=== Goal of the exercise ===
For the entries that follow, state how many lines include the word "roads", giving the number and nothing else.

=== The input ===
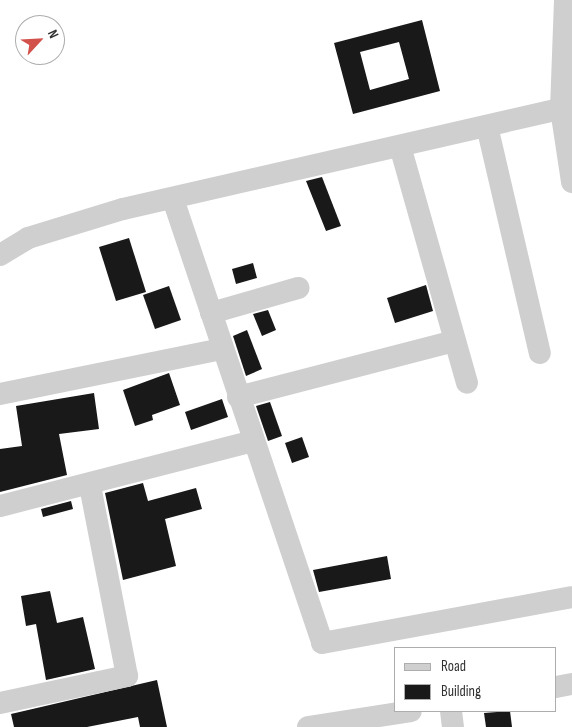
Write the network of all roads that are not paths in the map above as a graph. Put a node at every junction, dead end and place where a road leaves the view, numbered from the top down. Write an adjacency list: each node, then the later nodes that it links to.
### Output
1 (565, 0): 2 (street)
2 (561, 109): 3 (street); 5 (street)
3 (487, 126): 4 (street); 12 (street)
4 (400, 146): 6 (street); 10 (street)
5 (572, 182)
6 (173, 199): 7 (street); 9 (street)
7 (0, 255)
8 (298, 288): 9 (street)
9 (211, 314): 11 (street)
10 (455, 341): 13 (street); 15 (street)
11 (221, 349): 14 (street); 15 (street)
12 (540, 353)
13 (467, 384)
14 (0, 394)
15 (238, 397): 16 (street)
16 (253, 441): 17 (street); 19 (street)
17 (90, 485): 18 (street); 22 (street)
18 (0, 506)
19 (572, 597)
20 (572, 684): 21 (street)
21 (557, 686)
22 (0, 704)
23 (407, 712): 25 (street)
24 (451, 712): 27 (street)
25 (344, 724): 26 (street)
26 (308, 727)
27 (452, 727)

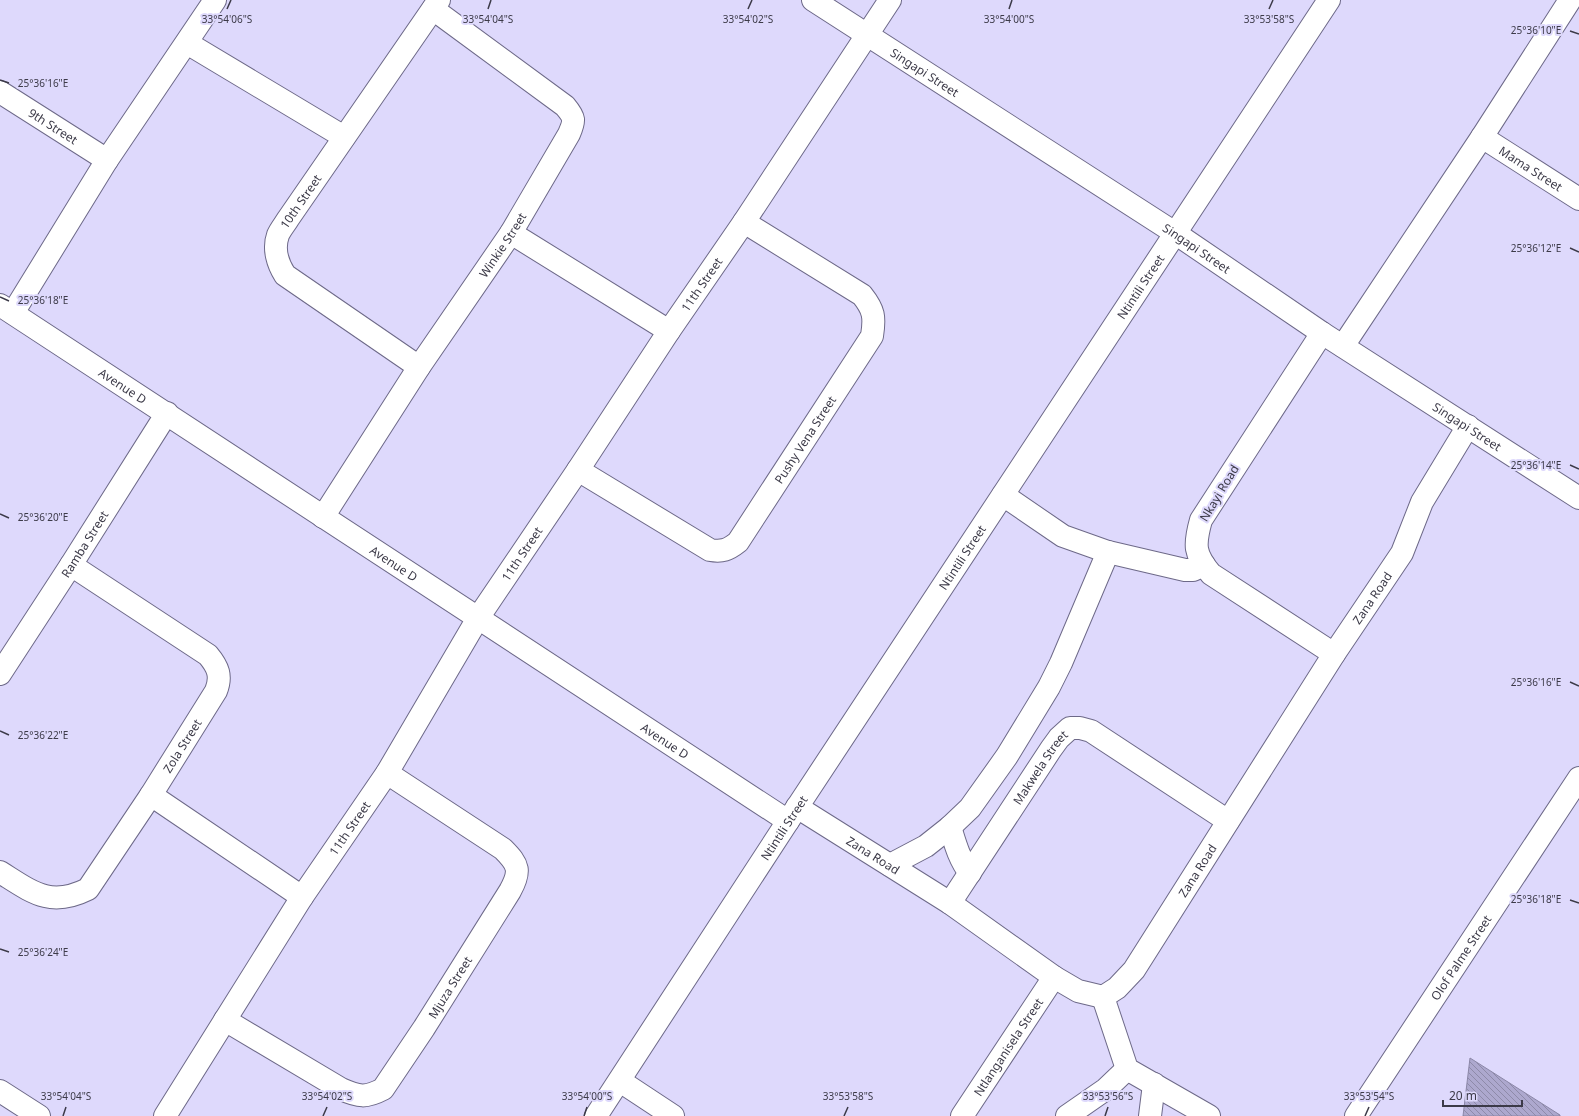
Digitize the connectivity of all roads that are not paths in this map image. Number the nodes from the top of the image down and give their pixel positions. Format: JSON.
{"nodes":[{"id":1,"x":215,"y":0,"type":"edge"},
{"id":2,"x":813,"y":0,"type":"edge"},
{"id":3,"x":890,"y":0,"type":"edge"},
{"id":4,"x":1329,"y":0,"type":"edge"},
{"id":5,"x":1570,"y":0,"type":"edge"},
{"id":6,"x":436,"y":5,"type":"edge"},
{"id":7,"x":867,"y":35,"type":"junction"},
{"id":8,"x":186,"y":43,"type":"junction"},
{"id":9,"x":0,"y":92,"type":"edge"},
{"id":10,"x":344,"y":137,"type":"junction"},
{"id":11,"x":1482,"y":137,"type":"junction"},
{"id":12,"x":107,"y":160,"type":"junction"},
{"id":13,"x":1579,"y":199,"type":"edge"},
{"id":14,"x":744,"y":222,"type":"junction"},
{"id":15,"x":511,"y":233,"type":"junction"},
{"id":16,"x":1175,"y":233,"type":"junction"},
{"id":17,"x":6,"y":309,"type":"edge"},
{"id":18,"x":669,"y":330,"type":"junction"},
{"id":19,"x":1322,"y":333,"type":"junction"},
{"id":20,"x":1344,"y":346,"type":"junction"},
{"id":21,"x":419,"y":367,"type":"junction"},
{"id":22,"x":167,"y":413,"type":"junction"},
{"id":23,"x":1468,"y":426,"type":"junction"},
{"id":24,"x":578,"y":470,"type":"junction"},
{"id":25,"x":1003,"y":495,"type":"junction"},
{"id":26,"x":1579,"y":498,"type":"edge"},
{"id":27,"x":323,"y":517,"type":"junction"},
{"id":28,"x":1108,"y":552,"type":"junction"},
{"id":29,"x":71,"y":565,"type":"junction"},
{"id":30,"x":1204,"y":565,"type":"junction"},
{"id":31,"x":478,"y":618,"type":"junction"},
{"id":32,"x":1334,"y":654,"type":"junction"},
{"id":33,"x":0,"y":674,"type":"edge"},
{"id":34,"x":387,"y":773,"type":"junction"},
{"id":35,"x":1579,"y":778,"type":"edge"},
{"id":36,"x":151,"y":795,"type":"junction"},
{"id":37,"x":793,"y":814,"type":"junction"},
{"id":38,"x":1228,"y":821,"type":"junction"},
{"id":39,"x":950,"y":827,"type":"junction"},
{"id":40,"x":890,"y":865,"type":"junction"},
{"id":41,"x":0,"y":872,"type":"edge"},
{"id":42,"x":970,"y":873,"type":"junction"},
{"id":43,"x":302,"y":897,"type":"junction"},
{"id":44,"x":950,"y":903,"type":"junction"},
{"id":45,"x":1054,"y":977,"type":"junction"},
{"id":46,"x":1103,"y":997,"type":"junction"},
{"id":47,"x":226,"y":1020,"type":"junction"},
{"id":48,"x":1127,"y":1069,"type":"junction"},
{"id":49,"x":620,"y":1081,"type":"junction"},
{"id":50,"x":1154,"y":1084,"type":"junction"},
{"id":51,"x":0,"y":1091,"type":"edge"},
{"id":52,"x":40,"y":1116,"type":"edge"},
{"id":53,"x":165,"y":1116,"type":"edge"},
{"id":54,"x":596,"y":1116,"type":"edge"},
{"id":55,"x":673,"y":1116,"type":"edge"},
{"id":56,"x":962,"y":1116,"type":"edge"},
{"id":57,"x":1067,"y":1116,"type":"edge"},
{"id":58,"x":1150,"y":1116,"type":"edge"},
{"id":59,"x":1209,"y":1116,"type":"edge"},
{"id":60,"x":1356,"y":1116,"type":"edge"}],
"edges":[{"from":1,"to":8,"type":"street"},
{"from":2,"to":7,"type":"street","name":"Singapi Street"},
{"from":3,"to":7,"type":"street","name":"11th Street"},
{"from":4,"to":16,"type":"street","name":"Ntintili Street"},
{"from":5,"to":11,"type":"street"},
{"from":6,"to":10,"type":"street","name":"10th Street"},
{"from":6,"to":15,"type":"street","name":"Winkie Street"},
{"from":7,"to":14,"type":"street","name":"11th Street"},
{"from":7,"to":16,"type":"street","name":"Singapi Street"},
{"from":8,"to":10,"type":"street"},
{"from":8,"to":12,"type":"street"},
{"from":9,"to":12,"type":"street","name":"9th Street"},
{"from":10,"to":21,"type":"street","name":"10th Street"},
{"from":11,"to":13,"type":"street","name":"Mama Street"},
{"from":11,"to":20,"type":"street"},
{"from":12,"to":17,"type":"street"},
{"from":14,"to":18,"type":"street","name":"11th Street"},
{"from":14,"to":24,"type":"street","name":"Pushy Vena Street"},
{"from":15,"to":18,"type":"street"},
{"from":15,"to":21,"type":"street","name":"Winkie Street"},
{"from":16,"to":19,"type":"street","name":"Singapi Street"},
{"from":16,"to":25,"type":"street","name":"Ntintili Street"},
{"from":17,"to":22,"type":"street","name":"Avenue D"},
{"from":18,"to":24,"type":"street","name":"11th Street"},
{"from":19,"to":20,"type":"street","name":"Singapi Street"},
{"from":19,"to":30,"type":"street","name":"Nkayi Road"},
{"from":20,"to":23,"type":"street","name":"Singapi Street"},
{"from":21,"to":27,"type":"street","name":"Winkie Street"},
{"from":22,"to":27,"type":"street","name":"Avenue D"},
{"from":22,"to":29,"type":"street","name":"Ramba Street"},
{"from":23,"to":26,"type":"street","name":"Singapi Street"},
{"from":23,"to":32,"type":"street","name":"Zana Road"},
{"from":24,"to":31,"type":"street","name":"11th Street"},
{"from":25,"to":28,"type":"street"},
{"from":25,"to":37,"type":"street","name":"Ntintili Street"},
{"from":27,"to":31,"type":"street","name":"Avenue D"},
{"from":28,"to":30,"type":"street"},
{"from":28,"to":39,"type":"street"},
{"from":29,"to":33,"type":"street","name":"Ramba Street"},
{"from":29,"to":36,"type":"street","name":"Zola Street"},
{"from":30,"to":32,"type":"street","name":"Nkayi Road"},
{"from":31,"to":34,"type":"street","name":"11th Street"},
{"from":31,"to":37,"type":"street","name":"Avenue D"},
{"from":32,"to":38,"type":"street","name":"Zana Road"},
{"from":34,"to":43,"type":"street","name":"11th Street"},
{"from":34,"to":47,"type":"street","name":"Mjuza Street"},
{"from":35,"to":60,"type":"street","name":"Olof Palme Street"},
{"from":36,"to":41,"type":"street","name":"Zola Street"},
{"from":36,"to":43,"type":"street"},
{"from":37,"to":40,"type":"street","name":"Zana Road"},
{"from":37,"to":49,"type":"street","name":"Ntintili Street"},
{"from":38,"to":42,"type":"street","name":"Makwela Street"},
{"from":38,"to":46,"type":"street","name":"Zana Road"},
{"from":39,"to":40,"type":"street"},
{"from":39,"to":42,"type":"street"},
{"from":40,"to":44,"type":"street","name":"Zana Road"},
{"from":42,"to":44,"type":"street","name":"Makwela Street"},
{"from":43,"to":47,"type":"street","name":"11th Street"},
{"from":44,"to":45,"type":"street","name":"Zana Road"},
{"from":45,"to":46,"type":"street","name":"Zana Road"},
{"from":45,"to":56,"type":"street","name":"Ntlanganisela Street"},
{"from":46,"to":48,"type":"street"},
{"from":47,"to":53,"type":"street","name":"11th Street"},
{"from":48,"to":50,"type":"street"},
{"from":48,"to":57,"type":"street"},
{"from":49,"to":54,"type":"street","name":"Ntintili Street"},
{"from":49,"to":55,"type":"street"},
{"from":50,"to":58,"type":"street"},
{"from":50,"to":59,"type":"street"},
{"from":51,"to":52,"type":"street"}]}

=== Answer space ===
2